含流体储层地震岩石物理是建立储层物性参数与弹性参数之间关系的纽带, 可以用来指导地震流体识别, 同时也是定量表征含油气储层流体的重要理论基础[1-3]。岩石物理模型的构建有助于计算地下储层岩石的弹性参数, 提高岩石物性参数的反演精度, 进而更好地了解地下含油气储层特征及流体分布规律, 在储层岩性、物性分析以及流体识别分析中发挥着重要的作用[4-14]。
在岩石物理模型构建中, 等效介质理论(如Kuster & Toksöz(K-T)方程、微分等效介质理论等)是计算干岩石骨架等效弹性模量的重要方法。微分等效介质理论(DEM)[15]可以模拟双相混合物的影响, 由于其微分介质方程是耦合的, 一般通过迭代计算数值求解得到干岩石骨架等效弹性模量, 许多学者从不同的角度探讨了其解析解[16-20]。KUSTER等[21]从波散射理论出发, 考虑包裹体体积分数、弹性性质以及形状的影响, 确定了岩石的等效弹性模量, 可以模拟多重孔隙的影响, 但忽略了孔隙之间的相互作用。经过实验数据分析, HAN等[22]指出泥质砂岩的速度对孔隙度和泥质含量敏感。XU等[23]考虑了孔隙度与泥质含量的影响, 结合表征孔隙形状的砂岩与泥岩孔隙纵横比, 提出了一种适用于估算泥质砂岩纵、横波速度的岩石物理模型, 即Xu-White模型。Xu-White模型利用K-T方程[21]与微分等效介质理论[15]通过迭代求解计算干岩石的等效弹性模量, 结合Gassmann方程[24]估算纵、横波速度。KEYS等[19]假设干岩石的泊松比为常数, 在Xu-White模型的基础上得到了干岩石弹性模量的解析表达式, 称为干岩近似, 提高了计算效率, 但其给出的干岩石等效弹性模量表达式计算得到干岩石泊松比是随孔隙度变化的, 并不是常数。

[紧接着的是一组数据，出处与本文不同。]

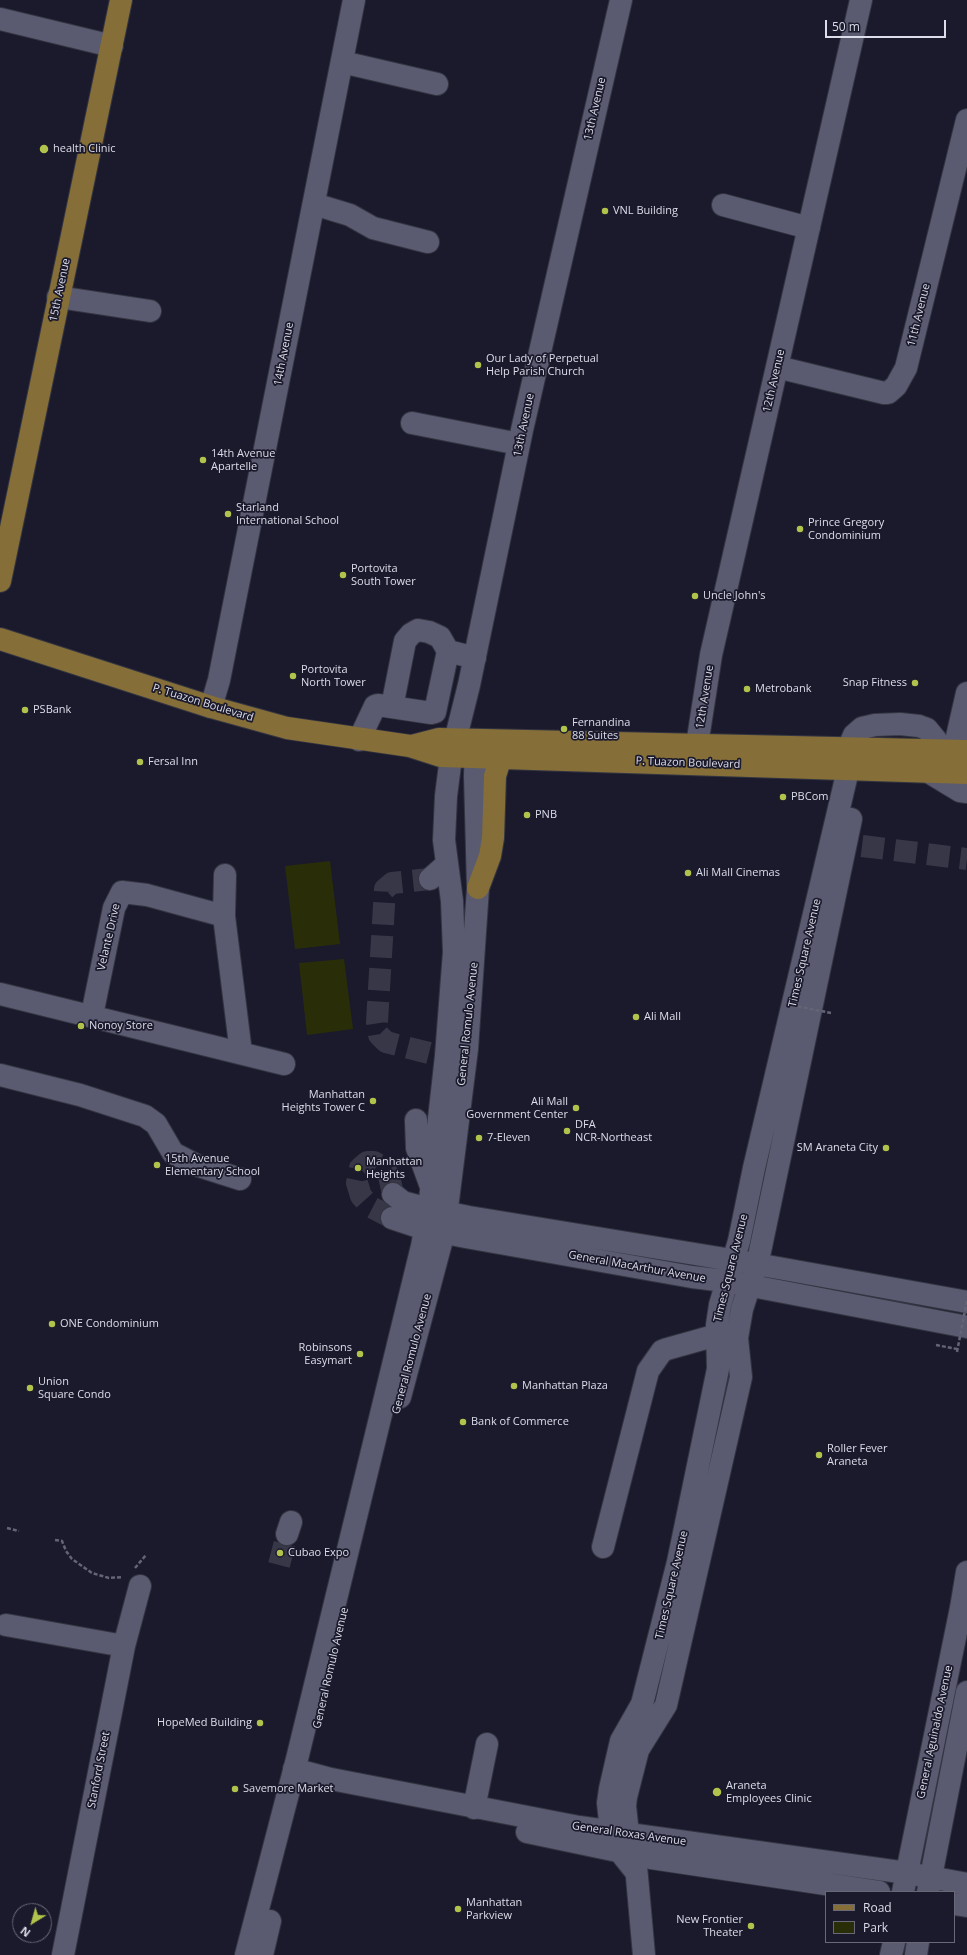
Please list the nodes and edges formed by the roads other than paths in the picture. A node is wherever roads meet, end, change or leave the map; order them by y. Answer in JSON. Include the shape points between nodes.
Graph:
{"nodes":[{"id":1,"x":121,"y":0,"type":"edge"},
{"id":2,"x":354,"y":0,"type":"edge"},
{"id":3,"x":621,"y":0,"type":"edge"},
{"id":4,"x":861,"y":0,"type":"edge"},
{"id":5,"x":0,"y":19,"type":"edge"},
{"id":6,"x":112,"y":46,"type":"junction"},
{"id":7,"x":342,"y":62,"type":"junction"},
{"id":8,"x":437,"y":84,"type":"dead end"},
{"id":9,"x":967,"y":120,"type":"edge"},
{"id":10,"x":314,"y":204,"type":"junction"},
{"id":11,"x":723,"y":205,"type":"dead end"},
{"id":12,"x":809,"y":228,"type":"junction"},
{"id":13,"x":428,"y":242,"type":"dead end"},
{"id":14,"x":58,"y":297,"type":"junction"},
{"id":15,"x":150,"y":311,"type":"dead end"},
{"id":16,"x":777,"y":367,"type":"junction"},
{"id":17,"x":412,"y":423,"type":"dead end"},
{"id":18,"x":520,"y":444,"type":"junction"},
{"id":19,"x":0,"y":581,"type":"edge"},
{"id":20,"x":0,"y":639,"type":"edge"},
{"id":21,"x":448,"y":651,"type":"junction"},
{"id":22,"x":475,"y":658,"type":"junction"},
{"id":23,"x":967,"y":693,"type":"edge"},
{"id":24,"x":211,"y":707,"type":"junction"},
{"id":25,"x":392,"y":707,"type":"junction"},
{"id":26,"x":358,"y":740,"type":"junction"},
{"id":27,"x":465,"y":749,"type":"junction"},
{"id":28,"x":954,"y":750,"type":"edge"},
{"id":29,"x":697,"y":754,"type":"junction"},
{"id":30,"x":500,"y":757,"type":"junction"},
{"id":31,"x":855,"y":759,"type":"junction"},
{"id":32,"x":927,"y":771,"type":"junction"},
{"id":33,"x":967,"y":773,"type":"edge"},
{"id":34,"x":967,"y":792,"type":"edge"},
{"id":35,"x":444,"y":840,"type":"junction"},
{"id":36,"x":854,"y":845,"type":"junction"},
{"id":37,"x":478,"y":846,"type":"junction"},
{"id":38,"x":824,"y":856,"type":"junction"},
{"id":39,"x":225,"y":875,"type":"dead end"},
{"id":40,"x":478,"y":888,"type":"junction"},
{"id":41,"x":224,"y":916,"type":"junction"},
{"id":42,"x":0,"y":994,"type":"edge"},
{"id":43,"x":92,"y":1015,"type":"junction"},
{"id":44,"x":467,"y":1049,"type":"junction"},
{"id":45,"x":241,"y":1053,"type":"junction"},
{"id":46,"x":438,"y":1054,"type":"junction"},
{"id":47,"x":284,"y":1064,"type":"dead end"},
{"id":48,"x":0,"y":1075,"type":"edge"},
{"id":49,"x":416,"y":1120,"type":"dead end"},
{"id":50,"x":240,"y":1179,"type":"dead end"},
{"id":51,"x":431,"y":1185,"type":"junction"},
{"id":52,"x":393,"y":1194,"type":"tunnel mouth"},
{"id":53,"x":392,"y":1218,"type":"tunnel mouth"},
{"id":54,"x":436,"y":1221,"type":"junction"},
{"id":55,"x":732,"y":1261,"type":"junction"},
{"id":56,"x":756,"y":1264,"type":"junction"},
{"id":57,"x":726,"y":1281,"type":"junction"},
{"id":58,"x":748,"y":1286,"type":"junction"},
{"id":59,"x":966,"y":1301,"type":"edge"},
{"id":60,"x":967,"y":1327,"type":"edge"},
{"id":61,"x":716,"y":1335,"type":"junction"},
{"id":62,"x":603,"y":1547,"type":"dead end"},
{"id":63,"x":133,"y":1577,"type":"road end"},
{"id":64,"x":966,"y":1581,"type":"edge"},
{"id":65,"x":6,"y":1625,"type":"dead end"},
{"id":66,"x":124,"y":1646,"type":"junction"},
{"id":67,"x":967,"y":1692,"type":"edge"},
{"id":68,"x":487,"y":1744,"type":"dead end"},
{"id":69,"x":299,"y":1777,"type":"junction"},
{"id":70,"x":474,"y":1808,"type":"junction"},
{"id":71,"x":626,"y":1849,"type":"junction"},
{"id":72,"x":905,"y":1883,"type":"edge"},
{"id":73,"x":929,"y":1884,"type":"edge"},
{"id":74,"x":967,"y":1884,"type":"edge"},
{"id":75,"x":873,"y":1891,"type":"edge"},
{"id":76,"x":955,"y":1904,"type":"edge"},
{"id":77,"x":967,"y":1906,"type":"edge"},
{"id":78,"x":894,"y":1943,"type":"edge"},
{"id":79,"x":918,"y":1943,"type":"edge"},
{"id":80,"x":63,"y":1955,"type":"edge"},
{"id":81,"x":246,"y":1955,"type":"edge"},
{"id":82,"x":262,"y":1955,"type":"edge"},
{"id":83,"x":644,"y":1955,"type":"edge"},
{"id":84,"x":891,"y":1955,"type":"edge"},
{"id":85,"x":916,"y":1955,"type":"edge"}],
"edges":[{"from":1,"to":6,"type":"main road","name":"15th Avenue"},
{"from":2,"to":7,"type":"street","name":"14th Avenue"},
{"from":3,"to":18,"type":"street","name":"13th Avenue"},
{"from":4,"to":12,"type":"street","name":"12th Avenue"},
{"from":5,"to":6,"type":"street"},
{"from":6,"to":14,"type":"main road","name":"15th Avenue"},
{"from":7,"to":8,"type":"street"},
{"from":7,"to":10,"type":"street","name":"14th Avenue"},
{"from":9,"to":16,"type":"street","name":"11th Avenue","via":[[906,368],[896,386],[884,393]]},
{"from":10,"to":13,"type":"street","via":[[350,214],[373,228]]},
{"from":10,"to":24,"type":"street","name":"14th Avenue","via":[[219,680]]},
{"from":11,"to":12,"type":"street"},
{"from":12,"to":16,"type":"street","name":"12th Avenue"},
{"from":14,"to":15,"type":"street"},
{"from":14,"to":19,"type":"main road","name":"15th Avenue"},
{"from":16,"to":29,"type":"street","name":"12th Avenue","via":[[711,655]]},
{"from":17,"to":18,"type":"street"},
{"from":18,"to":22,"type":"street","name":"13th Avenue"},
{"from":20,"to":24,"type":"main road","name":"P. Tuazon Boulevard"},
{"from":21,"to":22,"type":"street"},
{"from":21,"to":25,"type":"street","via":[[435,712]]},
{"from":21,"to":25,"type":"street","via":[[440,637],[418,630],[411,634],[405,641]]},
{"from":22,"to":27,"type":"street","name":"13th Avenue"},
{"from":23,"to":28,"type":"street"},
{"from":24,"to":26,"type":"main road","name":"P. Tuazon Boulevard","via":[[287,728]]},
{"from":25,"to":26,"type":"street","via":[[375,706]]},
{"from":26,"to":27,"type":"main road","name":"P. Tuazon Boulevard","via":[[410,746],[439,739]]},
{"from":27,"to":29,"type":"main road","name":"P. Tuazon Boulevard"},
{"from":27,"to":30,"type":"main road","name":"P. Tuazon Boulevard"},
{"from":27,"to":35,"type":"street","name":"General Romulo Avenue","via":[[446,796]]},
{"from":27,"to":37,"type":"street","name":"General Romulo Avenue"},
{"from":28,"to":31,"type":"main road","name":"P. Tuazon Boulevard"},
{"from":29,"to":30,"type":"main road","name":"P. Tuazon Boulevard"},
{"from":29,"to":31,"type":"main road","name":"P. Tuazon Boulevard"},
{"from":30,"to":40,"type":"main road","via":[[495,776],[490,856]]},
{"from":31,"to":32,"type":"main road","name":"P. Tuazon Boulevard"},
{"from":31,"to":36,"type":"street","name":"Times Square Avenue"},
{"from":31,"to":38,"type":"street","name":"Times Square Avenue"},
{"from":32,"to":33,"type":"main road","name":"P. Tuazon Boulevard"},
{"from":32,"to":34,"type":"street","via":[[960,791]]},
{"from":35,"to":37,"type":"street","via":[[459,834],[473,840]]},
{"from":35,"to":46,"type":"street","name":"General Romulo Avenue","via":[[435,871],[454,928]]},
{"from":36,"to":38,"type":"street"},
{"from":36,"to":56,"type":"street","name":"Times Square Avenue"},
{"from":37,"to":40,"type":"street","name":"General Romulo Avenue"},
{"from":38,"to":55,"type":"street","name":"Times Square Avenue","via":[[739,1240]]},
{"from":39,"to":41,"type":"street"},
{"from":40,"to":44,"type":"street","name":"General Romulo Avenue"},
{"from":41,"to":43,"type":"street","name":"Velante Drive","via":[[147,895],[122,892],[114,908]]},
{"from":41,"to":45,"type":"street"},
{"from":42,"to":43,"type":"street"},
{"from":43,"to":45,"type":"street"},
{"from":44,"to":46,"type":"street"},
{"from":44,"to":54,"type":"street","name":"General Romulo Avenue"},
{"from":45,"to":47,"type":"street"},
{"from":46,"to":51,"type":"street","name":"General Romulo Avenue"},
{"from":48,"to":50,"type":"street","via":[[80,1095],[145,1116],[156,1124],[173,1153],[196,1165]]},
{"from":49,"to":51,"type":"street","via":[[417,1148]]},
{"from":51,"to":54,"type":"street","name":"General Romulo Avenue"},
{"from":52,"to":54,"type":"street"},
{"from":53,"to":54,"type":"street"},
{"from":54,"to":55,"type":"street","name":"General MacArthur Avenue","via":[[561,1233]]},
{"from":54,"to":57,"type":"street","name":"General MacArthur Avenue","via":[[484,1240]]},
{"from":54,"to":69,"type":"street","name":"General Romulo Avenue","via":[[363,1482]]},
{"from":55,"to":56,"type":"street","name":"General MacArthur Avenue"},
{"from":55,"to":57,"type":"street","name":"Times Square Avenue"},
{"from":56,"to":58,"type":"street","name":"Times Square Avenue"},
{"from":56,"to":59,"type":"street","name":"General MacArthur Avenue"},
{"from":57,"to":58,"type":"street","name":"General MacArthur Avenue"},
{"from":57,"to":61,"type":"street","name":"Times Square Avenue"},
{"from":58,"to":60,"type":"street","name":"General MacArthur Avenue"},
{"from":58,"to":71,"type":"street","name":"Times Square Avenue","via":[[737,1338],[741,1377],[666,1705],[636,1756],[625,1806]]},
{"from":61,"to":62,"type":"street","via":[[662,1351],[648,1372]]},
{"from":61,"to":71,"type":"street","name":"Times Square Avenue","via":[[718,1369],[689,1510],[642,1704],[621,1741],[608,1803]]},
{"from":63,"to":66,"type":"street","name":"Stanford Street"},
{"from":64,"to":72,"type":"street","name":"General Aguinaldo Avenue"},
{"from":65,"to":66,"type":"street"},
{"from":66,"to":80,"type":"street","name":"Stanford Street"},
{"from":67,"to":73,"type":"street","name":"General Aguinaldo Avenue"},
{"from":68,"to":70,"type":"street"},
{"from":69,"to":70,"type":"street","name":"General Roxas Avenue"},
{"from":69,"to":71,"type":"street","name":"General Roxas Avenue"},
{"from":69,"to":81,"type":"street","name":"General Romulo Avenue"},
{"from":69,"to":82,"type":"street","name":"General Romulo Avenue"},
{"from":70,"to":71,"type":"street","name":"General Roxas Avenue"},
{"from":71,"to":72,"type":"street","name":"General Roxas Avenue"},
{"from":71,"to":75,"type":"street","name":"General Roxas Avenue"},
{"from":71,"to":83,"type":"street","name":"Times Square Avenue"},
{"from":72,"to":73,"type":"street","name":"General Roxas Avenue"},
{"from":73,"to":74,"type":"street","name":"General Roxas Avenue"},
{"from":76,"to":77,"type":"street"},
{"from":78,"to":84,"type":"street"},
{"from":79,"to":85,"type":"street"}]}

从干岩石体积模量与剪切模量比和孔隙度的关系出发, 结合K-T方程和微分等效介质理论, 推导得到一个新的岩石物理模型。该模型避免了微分等效介质方程的迭代计算, 简化了K-T方程的求解过程。利用数值计算与实验数据对新模型的可行性与合理性进行了测试。应用结果表明, 新模型可以有效地估算泥质砂岩岩石的纵、横波速度。
1 岩石物理模型的构建以测井、实验分析资料为基础, 已知泥质砂岩的矿物组成与体积含量, 利用Voigt-Reuss-Hill(VRH)[25]平均计算岩石基质的体积模量或剪切模量:
${{M}_{VRH}}=\frac{{{M}_{V}}+{{M}_{R}}}{2}$ | (1) |
$\begin{align} & {{M}_{V}}=\sum\limits_{i=1}^{N}{{{f}_{i}}{{M}_{i}}} \\ & \frac{1}{{{M}_{R}}}=\sum\limits_{i=1}^{N}{\frac{{{f}_{i}}}{{{M}_{i}}}} \\ \end{align}$ | (2) |
式中:MVRH为岩石基质的体积模量或剪切模量; MV, MR分别为Voigt上限和Reuss下限; fi和Mi分别为第i种组成成分的体积分数和体积(剪切)模量。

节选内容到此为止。